Gdy w Sejmie trwał protest rodziców dzieci niepełnosprawnych, guru politycznych oszołomów, Janusz Palikot, tak powiedział do swoich posłów: ? Dzisiaj do porozumienia nie dojdzie, a nie dojdzie, bo te osoby nie zgodzą się na zawarcie żadnych porozumień, bo one Tuskowi nie wierzą. To będzie ciągnęło się dalej. Trzeba być bardzo uważnym i konsekwentnym w balansowaniu pomiędzy realnością tego społecznego protestu, a naszym wchodzeniem, bo oczywiście nie można przesadzić, jeśli chodzi o nadmierne upartyjnianie. Przy lepszym wykorzystaniu protestu rodziców, Tusk byłby zderzony ze ścianą. Te szanse dookoła są, tylko trzeba je zobaczyć. Najpierw trzeba zbudować zaufanie z takimi protestującymi ludźmi, udzielić im realnej pomocy, a potem być ich negocjatorem. To jest nieprawdopodobna szansa do zrobienia całej kampanii do Parlamentu Europejskiego albo zrobienia kariery w polskiej polityce.

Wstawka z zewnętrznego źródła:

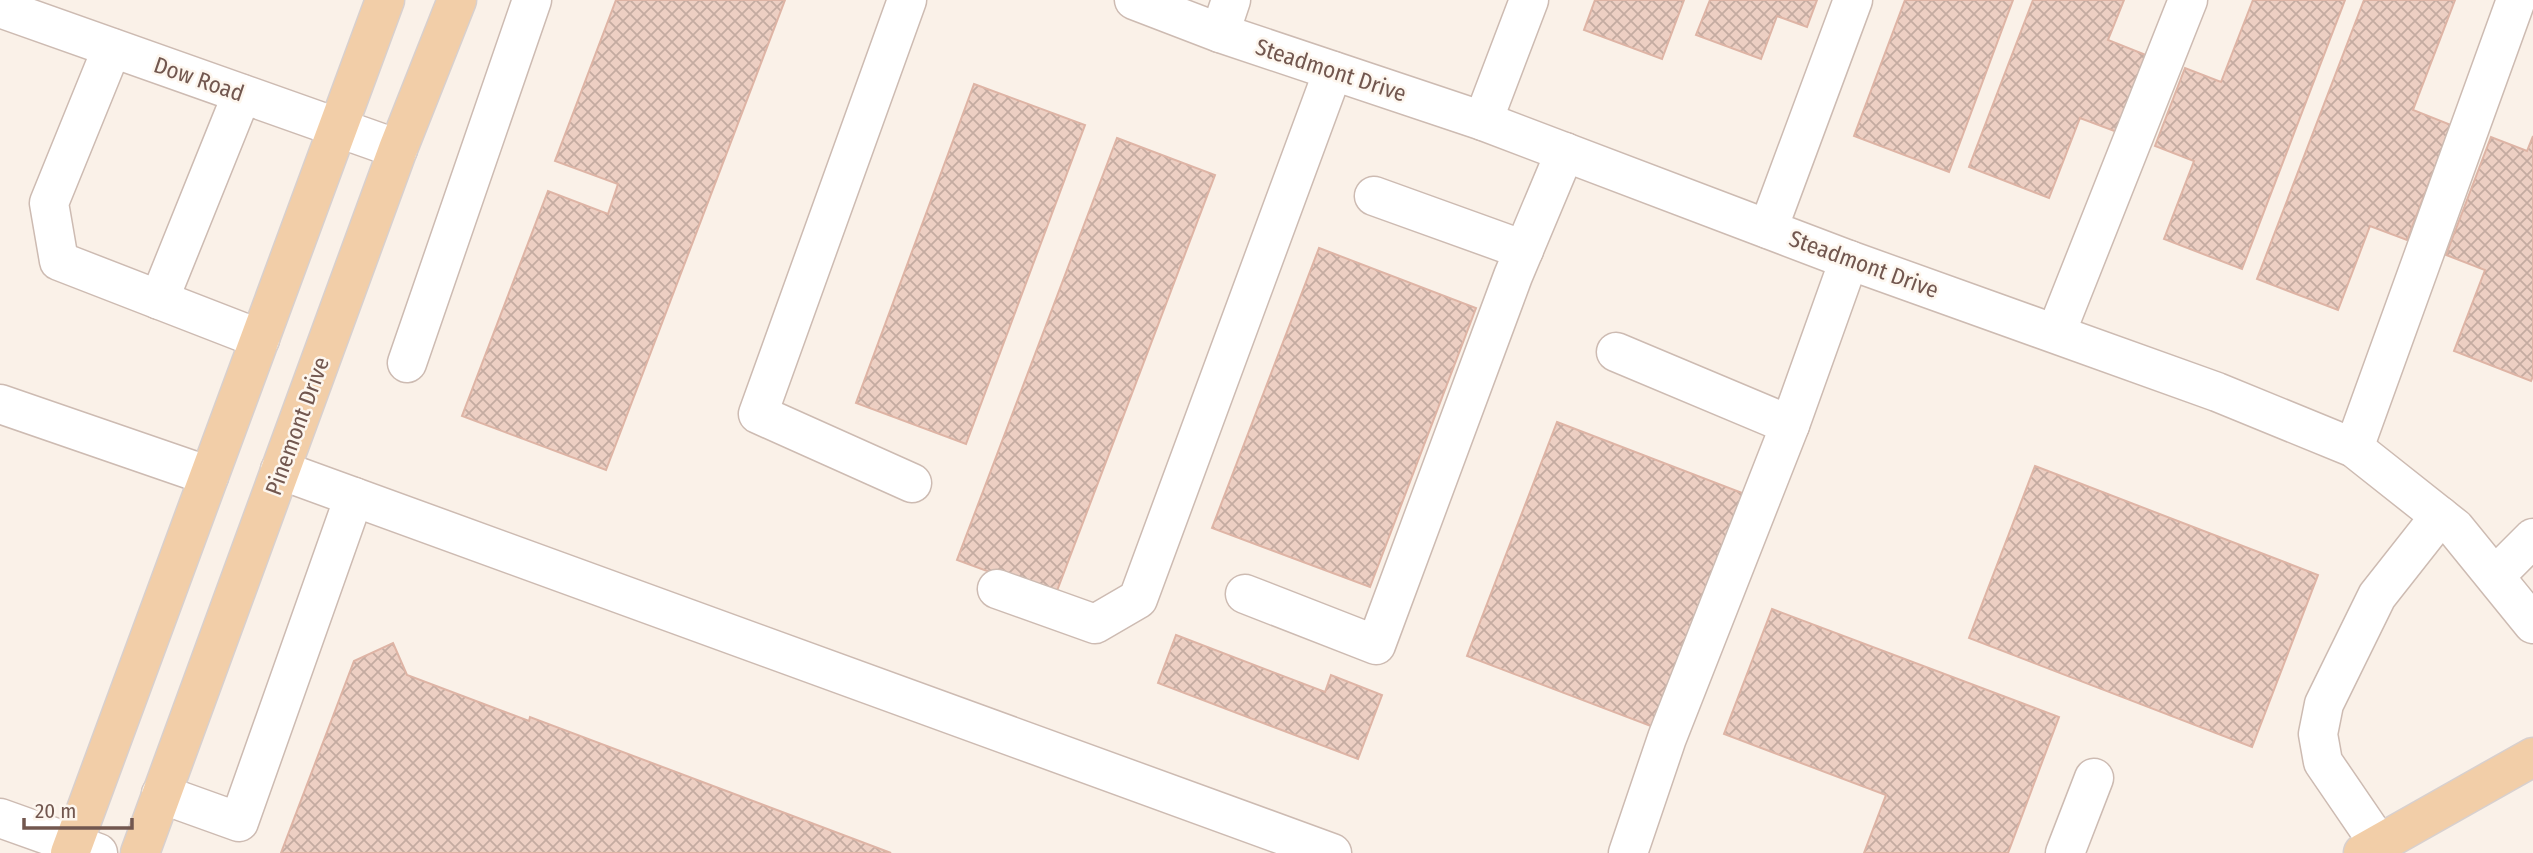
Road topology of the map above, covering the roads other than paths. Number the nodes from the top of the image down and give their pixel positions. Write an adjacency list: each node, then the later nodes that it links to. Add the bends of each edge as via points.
1 (385, 0): 16 (main road)
2 (457, 0): 17 (main road, Pinemont Drive)
3 (532, 0): 27 (street)
4 (907, 0): 33 (street, via 758,414)
5 (1133, 0): 11 (street, Steadmont Drive)
6 (1529, 0): 15 (street)
7 (1853, 0): 20 (street)
8 (2188, 0): 24 (street)
9 (2516, 0): 30 (street)
10 (0, 8): 12 (street, Dow Road)
11 (1226, 16): 13 (street, Steadmont Drive)
12 (112, 48): 14 (street, Dow Road); 23 (street, via 49,203 59,261)
13 (1334, 71): 15 (street, Steadmont Drive); 38 (street, via 1138,598 1095,624)
14 (242, 94): 16 (street, Dow Road); 23 (street)
15 (1483, 121): 18 (street, Steadmont Drive)
16 (338, 128): 17 (street, Dow Road); 25 (main road)
17 (398, 149): 31 (main road, Pinemont Drive)
18 (1565, 152): 20 (street, Steadmont Drive); 21 (street)
19 (1374, 196): 21 (street)
20 (1768, 229): 22 (street, Steadmont Drive)
21 (1524, 250): 39 (street, via 1376,645)
22 (1849, 260): 24 (street, Steadmont Drive); 29 (street)
23 (159, 300): 25 (street)
24 (2056, 333): 30 (street, Steadmont Drive)
25 (260, 339): 32 (main road)
26 (1616, 352): 29 (street)
27 (407, 363)
28 (0, 404): 32 (street)
29 (1790, 425): 49 (street, via 1667,738)
30 (2354, 448): 35 (street, Steadmont Drive)
31 (280, 470): 34 (street); 43 (main road, Pinemont Drive)
32 (209, 476): 46 (main road)
33 (912, 483)
34 (354, 497): 43 (street, via 239,822); 48 (street)
35 (2440, 516): 37 (street, Steadmont Drive); 45 (street, via 2377,596 2324,704 2318,734 2323,762)
36 (2533, 538): 37 (street)
37 (2495, 576): 40 (street, Steadmont Drive)
38 (997, 589)
39 (1245, 594)
40 (2533, 624)
41 (2533, 757): 45 (main road)
42 (2094, 778): 50 (street)
43 (161, 794): 47 (main road, Pinemont Drive)
44 (0, 818): 46 (street)
45 (2371, 848)
46 (80, 850)
47 (140, 853)
48 (1332, 853)
49 (1628, 853)
50 (2065, 853)

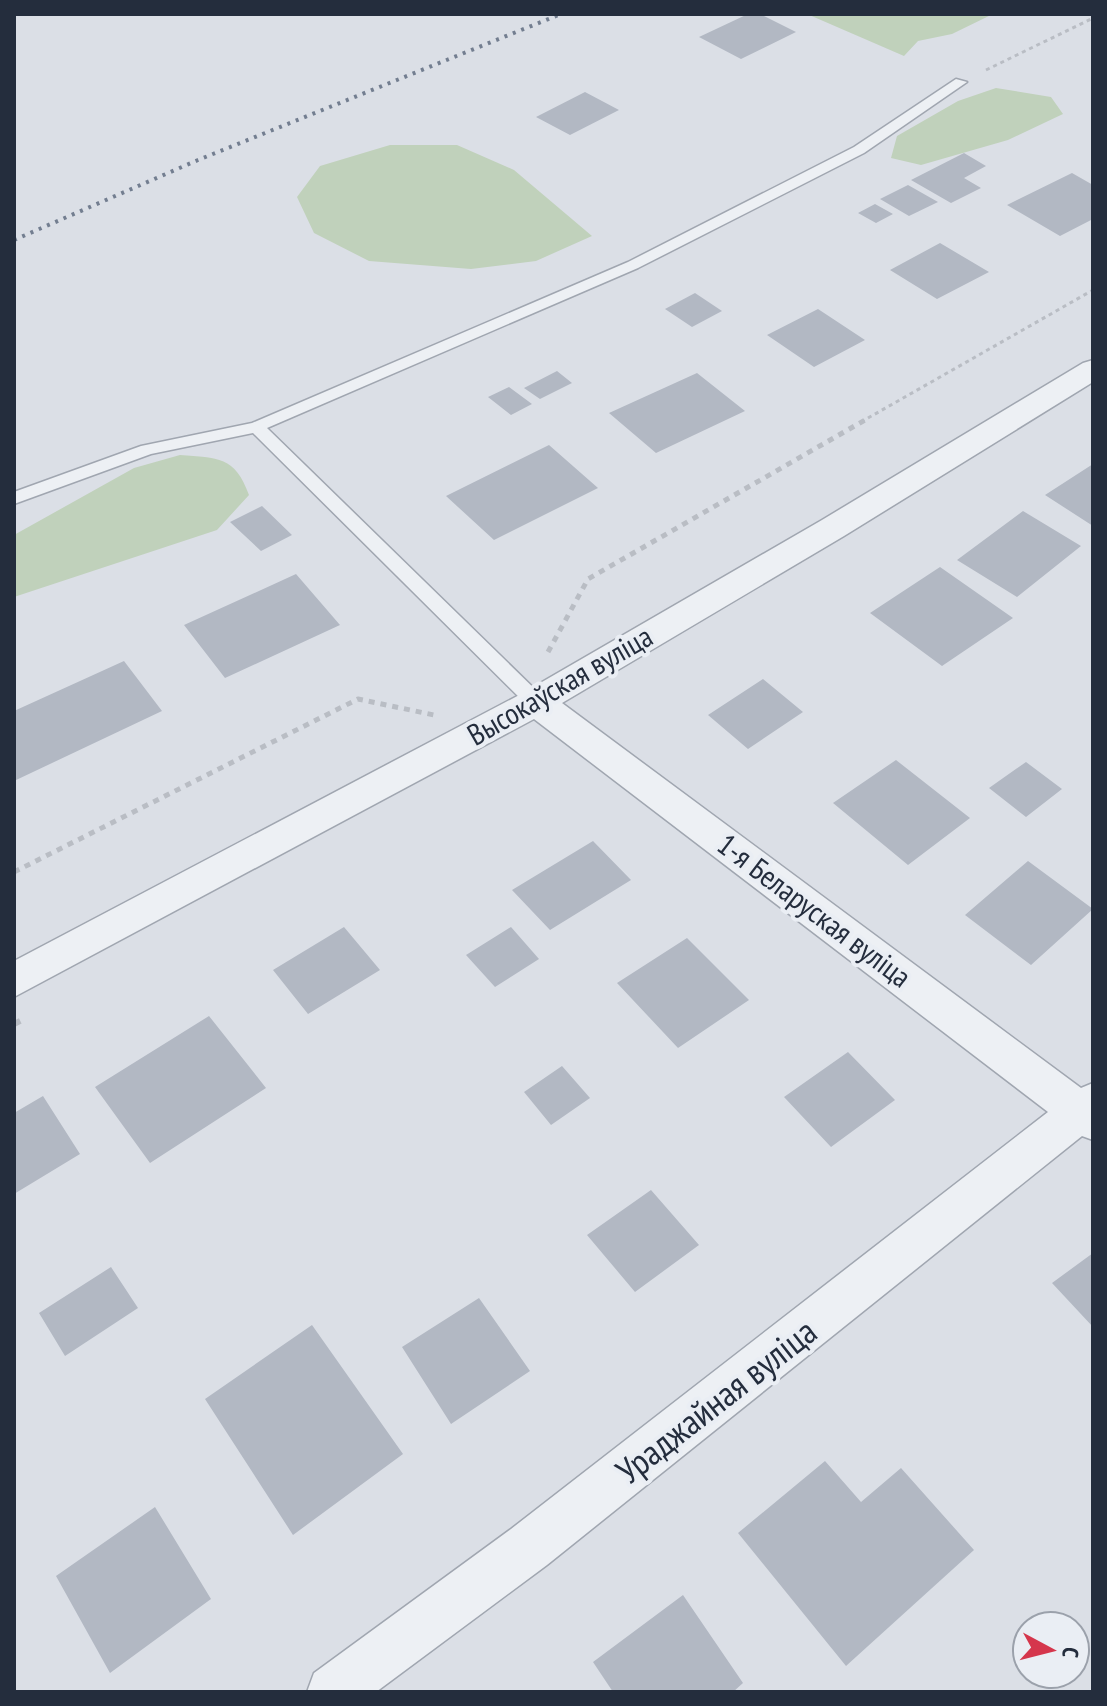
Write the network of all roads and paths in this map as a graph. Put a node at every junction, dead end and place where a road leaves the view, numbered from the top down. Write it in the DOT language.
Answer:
graph roads {
  1 [pos="1093,18"];
  2 [pos="961,82"];
  3 [pos="1093,290"];
  4 [pos="1093,369"];
  5 [pos="256,427"];
  6 [pos="14,498"];
  7 [pos="536,702"];
  8 [pos="14,980"];
  9 [pos="1089,1112"];
  10 [pos="333,1692"];
  1 -- 2 [label="path"];
  2 -- 5 [label="lane"];
  3 -- 7 [label="path"];
  4 -- 7 [label="street, Высокаўская вуліца"];
  5 -- 6 [label="lane"];
  5 -- 7 [label="lane"];
  7 -- 8 [label="street, Высокаўская вуліца"];
  7 -- 9 [label="street, 1-я Беларуская вуліца"];
  9 -- 10 [label="street, Ураджайная вуліца"];
}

Minęło kilka tygodni od tej wypowiedzi Janusza Palikota i oto Adam Hofman, rzecznik Prawa i Sprawiedliwości, tak przemówił: – Prezes Jarosław Kaczyński gwałtownie przerwał swoją kampanię wyborczą. Nie pojechał na zapowiadane wcześniej wizyty w Łodzi a udał się na południe Polski, żeby monitorować przygotowania do ewentualnej powodzi. Oto po raz kolejny kompromituje się rząd, który i w tym wypadku pokazał swoją niezgułowatość, nie wdrożył programu ochrony przed powodzią przygotowanego przez ekipę PiS. To wszystko zostało usunięte, więc jeśli dzisiaj coś się stanie, to wina jest zupełnie oczywista, to jest wina obecnego rządu, osobiście Donalda Tuska i Platformy Obywatelskiej!
W pobliżu miejscowości Wrzawy, wraz z marszałkiem województwa podkarpackiego Władysławem Ortylem i europosłem Tomaszem Porębą (jedynka PiS w tym okręgu) Jarosław Kaczyński sprawdził stan przygotowań na wałach przeciwpowodziowych. Na konferencji prasowej skupił się jednak, przede wszystkim, na atakowaniu Platformy Obywatelskiej. ?Tusk naraził Polaków na niebezpieczeństwo!?.
We Wrocławiu, wraz z Dawidem Jackiewiczem (jedynką PiS w eurowyborach na Dolnym Śląsku), oskarżył Bogdana Zdrojewskiego – lidera listy PO w regionie – o to, że sprzeciwiał się przeznaczaniu dodatkowych środków z budżetu na naprawę wałów przeciwpowodziowych w regionie. Kaczyński zaatakował i tu Tuska powtarzając, że naraził Polaków na niebezpieczeństwo. ?Powódź to wilk. Pasterz, czyli Donald Tusk, uciekł!?
W odpowiedzi Donald Tusk tak ironicznie skomentował te wizyty: – Słyszałem, że szpieg z krainy deszczowców grasował dzisiaj na wałach przeciwpowodziowych, szukał powodzi i nie znalazł. Bardzo mi przykro z tego powodu.
Tu Premier ma rację, bo rzeczywiście służby kryzysowe w południowych województwach Polski zadziałały prawidłowo i zgromadzony nadmiar wody deszczowej w rzekach sprawnie odprowadziły do Bałtyku. Zalanych miast nie widzieliśmy!
Leszek Miller, szef SLD, do Jarosława Kaczyńskiego i jemu podobnych: – Panowie, nie przeszkadzajcie w prowadzeniu akcji ratunkowej i nie wałęsajcie się po wałach przeszkadzając dobrze zorganizowanym ekipom ratunkowym. Jeżeli politycy błąkają się gdzieś po wałach, nadstawiając twarz do kamery, to nie jest poważne. A jak chcecie pomóc, ja również taką pomoc deklaruję, to jedźmy tam po opadnięciu fali, wtedy, kiedy ludzie naprawdę potrzebują pomocy.